*** Block opens ***
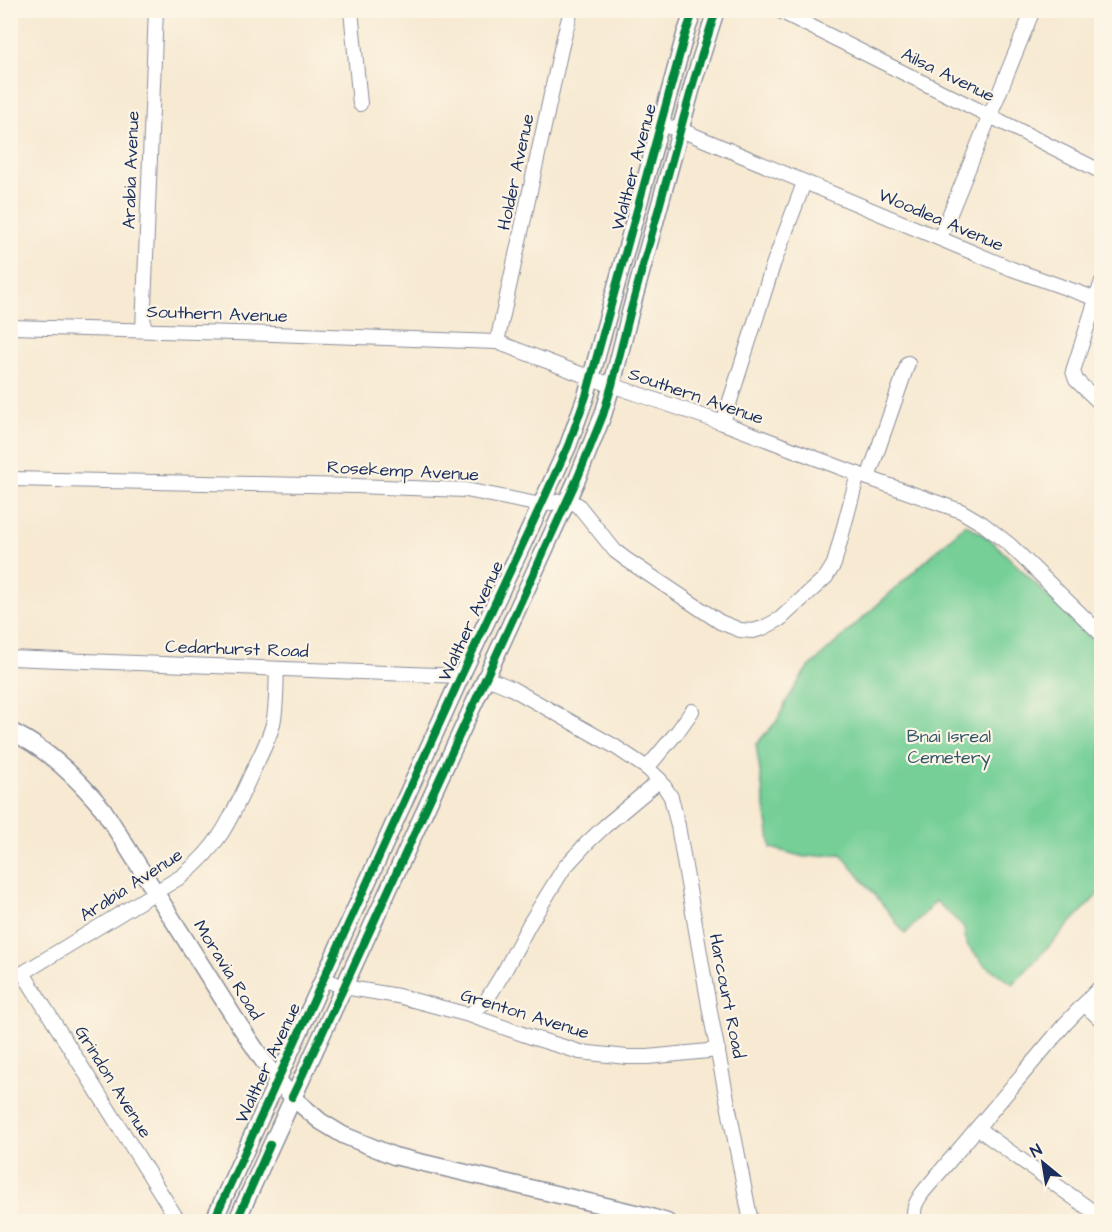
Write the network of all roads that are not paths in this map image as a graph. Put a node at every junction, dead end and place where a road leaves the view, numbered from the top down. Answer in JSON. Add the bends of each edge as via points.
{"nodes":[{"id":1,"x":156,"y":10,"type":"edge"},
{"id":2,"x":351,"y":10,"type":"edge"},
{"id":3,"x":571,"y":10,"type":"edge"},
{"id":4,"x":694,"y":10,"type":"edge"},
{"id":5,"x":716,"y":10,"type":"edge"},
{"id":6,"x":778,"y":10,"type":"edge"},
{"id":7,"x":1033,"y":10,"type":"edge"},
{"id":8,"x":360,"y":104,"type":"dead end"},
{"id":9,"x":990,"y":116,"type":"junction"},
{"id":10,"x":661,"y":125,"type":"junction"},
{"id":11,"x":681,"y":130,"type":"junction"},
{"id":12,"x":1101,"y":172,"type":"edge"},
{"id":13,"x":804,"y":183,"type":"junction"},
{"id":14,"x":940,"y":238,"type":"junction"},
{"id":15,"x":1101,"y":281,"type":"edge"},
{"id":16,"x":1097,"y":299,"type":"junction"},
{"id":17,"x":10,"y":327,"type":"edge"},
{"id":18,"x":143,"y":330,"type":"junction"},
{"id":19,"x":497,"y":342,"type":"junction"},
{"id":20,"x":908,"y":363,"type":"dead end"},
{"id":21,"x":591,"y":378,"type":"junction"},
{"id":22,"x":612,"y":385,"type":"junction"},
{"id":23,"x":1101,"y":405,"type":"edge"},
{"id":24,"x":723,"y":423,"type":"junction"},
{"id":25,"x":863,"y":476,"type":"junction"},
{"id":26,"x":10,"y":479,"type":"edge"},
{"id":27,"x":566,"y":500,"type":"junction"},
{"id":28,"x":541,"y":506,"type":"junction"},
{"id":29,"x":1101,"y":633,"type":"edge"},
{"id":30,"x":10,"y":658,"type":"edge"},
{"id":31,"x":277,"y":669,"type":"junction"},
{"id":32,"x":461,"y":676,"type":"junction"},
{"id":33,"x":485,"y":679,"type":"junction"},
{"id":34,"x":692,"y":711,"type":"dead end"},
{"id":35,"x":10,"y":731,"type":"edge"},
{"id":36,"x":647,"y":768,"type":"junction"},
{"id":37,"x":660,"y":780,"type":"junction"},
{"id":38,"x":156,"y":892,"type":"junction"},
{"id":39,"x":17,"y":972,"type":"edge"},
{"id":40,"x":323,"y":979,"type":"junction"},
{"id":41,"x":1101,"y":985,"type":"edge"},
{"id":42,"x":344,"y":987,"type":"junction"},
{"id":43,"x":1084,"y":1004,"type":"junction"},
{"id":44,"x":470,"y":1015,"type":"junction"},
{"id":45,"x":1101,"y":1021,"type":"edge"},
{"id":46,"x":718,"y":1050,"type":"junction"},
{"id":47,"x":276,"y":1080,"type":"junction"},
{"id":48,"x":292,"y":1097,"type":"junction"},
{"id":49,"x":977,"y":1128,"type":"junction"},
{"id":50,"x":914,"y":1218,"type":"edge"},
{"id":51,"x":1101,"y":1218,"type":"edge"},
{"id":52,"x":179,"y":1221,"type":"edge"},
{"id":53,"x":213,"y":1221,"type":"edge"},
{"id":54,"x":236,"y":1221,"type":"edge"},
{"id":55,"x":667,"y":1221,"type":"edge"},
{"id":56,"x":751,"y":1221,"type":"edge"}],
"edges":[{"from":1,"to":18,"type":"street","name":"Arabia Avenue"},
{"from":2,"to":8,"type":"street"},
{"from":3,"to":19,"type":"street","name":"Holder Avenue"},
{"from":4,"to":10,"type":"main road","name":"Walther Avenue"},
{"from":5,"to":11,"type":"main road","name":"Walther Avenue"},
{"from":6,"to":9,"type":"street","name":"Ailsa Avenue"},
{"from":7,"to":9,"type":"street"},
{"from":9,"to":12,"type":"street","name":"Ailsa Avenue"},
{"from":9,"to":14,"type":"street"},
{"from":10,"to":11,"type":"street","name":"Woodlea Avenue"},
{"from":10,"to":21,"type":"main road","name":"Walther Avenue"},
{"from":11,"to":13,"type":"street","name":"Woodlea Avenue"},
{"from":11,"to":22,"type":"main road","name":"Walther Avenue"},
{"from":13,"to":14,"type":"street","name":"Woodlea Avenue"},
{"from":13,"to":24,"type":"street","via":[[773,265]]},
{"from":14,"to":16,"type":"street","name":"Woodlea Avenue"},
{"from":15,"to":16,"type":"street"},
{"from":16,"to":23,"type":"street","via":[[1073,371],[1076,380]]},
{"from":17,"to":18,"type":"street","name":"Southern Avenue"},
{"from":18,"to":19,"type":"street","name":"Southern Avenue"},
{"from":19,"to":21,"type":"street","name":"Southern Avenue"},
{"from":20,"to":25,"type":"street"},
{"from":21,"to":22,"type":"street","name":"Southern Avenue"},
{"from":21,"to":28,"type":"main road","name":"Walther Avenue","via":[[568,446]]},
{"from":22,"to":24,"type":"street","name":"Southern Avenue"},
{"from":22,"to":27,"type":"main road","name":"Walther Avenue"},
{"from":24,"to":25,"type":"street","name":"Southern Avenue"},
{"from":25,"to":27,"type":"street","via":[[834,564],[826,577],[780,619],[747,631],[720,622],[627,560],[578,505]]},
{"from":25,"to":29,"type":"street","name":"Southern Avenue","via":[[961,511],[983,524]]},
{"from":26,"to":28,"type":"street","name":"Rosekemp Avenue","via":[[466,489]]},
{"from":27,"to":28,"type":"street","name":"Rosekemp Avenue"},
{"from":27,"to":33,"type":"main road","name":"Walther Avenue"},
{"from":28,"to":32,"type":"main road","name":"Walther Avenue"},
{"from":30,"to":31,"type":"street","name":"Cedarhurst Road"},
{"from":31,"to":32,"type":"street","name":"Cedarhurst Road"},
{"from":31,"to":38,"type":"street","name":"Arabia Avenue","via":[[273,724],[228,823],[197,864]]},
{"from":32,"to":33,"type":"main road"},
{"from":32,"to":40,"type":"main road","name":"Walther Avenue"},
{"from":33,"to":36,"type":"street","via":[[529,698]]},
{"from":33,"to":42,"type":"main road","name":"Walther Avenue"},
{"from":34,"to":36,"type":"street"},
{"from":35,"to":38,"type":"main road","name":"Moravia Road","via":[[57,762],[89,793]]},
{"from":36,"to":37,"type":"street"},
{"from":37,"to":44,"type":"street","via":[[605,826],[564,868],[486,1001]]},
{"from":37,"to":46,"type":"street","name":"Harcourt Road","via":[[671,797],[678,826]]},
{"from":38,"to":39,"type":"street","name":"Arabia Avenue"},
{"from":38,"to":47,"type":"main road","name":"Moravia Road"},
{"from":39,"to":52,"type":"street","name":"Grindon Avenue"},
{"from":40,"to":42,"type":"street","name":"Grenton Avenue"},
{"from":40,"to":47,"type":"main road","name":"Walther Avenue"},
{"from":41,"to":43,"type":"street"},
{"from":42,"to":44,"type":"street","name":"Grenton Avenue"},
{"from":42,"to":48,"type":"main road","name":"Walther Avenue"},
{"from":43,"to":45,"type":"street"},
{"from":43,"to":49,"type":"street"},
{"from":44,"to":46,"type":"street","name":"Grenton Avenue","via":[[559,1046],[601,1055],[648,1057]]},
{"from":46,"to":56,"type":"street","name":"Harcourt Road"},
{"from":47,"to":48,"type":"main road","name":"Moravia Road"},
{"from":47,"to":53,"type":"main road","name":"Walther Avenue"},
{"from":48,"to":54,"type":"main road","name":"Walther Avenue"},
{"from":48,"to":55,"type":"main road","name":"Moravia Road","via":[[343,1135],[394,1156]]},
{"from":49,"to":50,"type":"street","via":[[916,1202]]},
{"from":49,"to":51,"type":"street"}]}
*** Block closes ***
__TASK REQUIREMENTS__
Each line of the data that includes "Grenton" should be copied.

__RESULT__
{"from":40,"to":42,"type":"street","name":"Grenton Avenue"},
{"from":42,"to":44,"type":"street","name":"Grenton Avenue"},
{"from":44,"to":46,"type":"street","name":"Grenton Avenue","via":[[559,1046],[601,1055],[648,1057]]},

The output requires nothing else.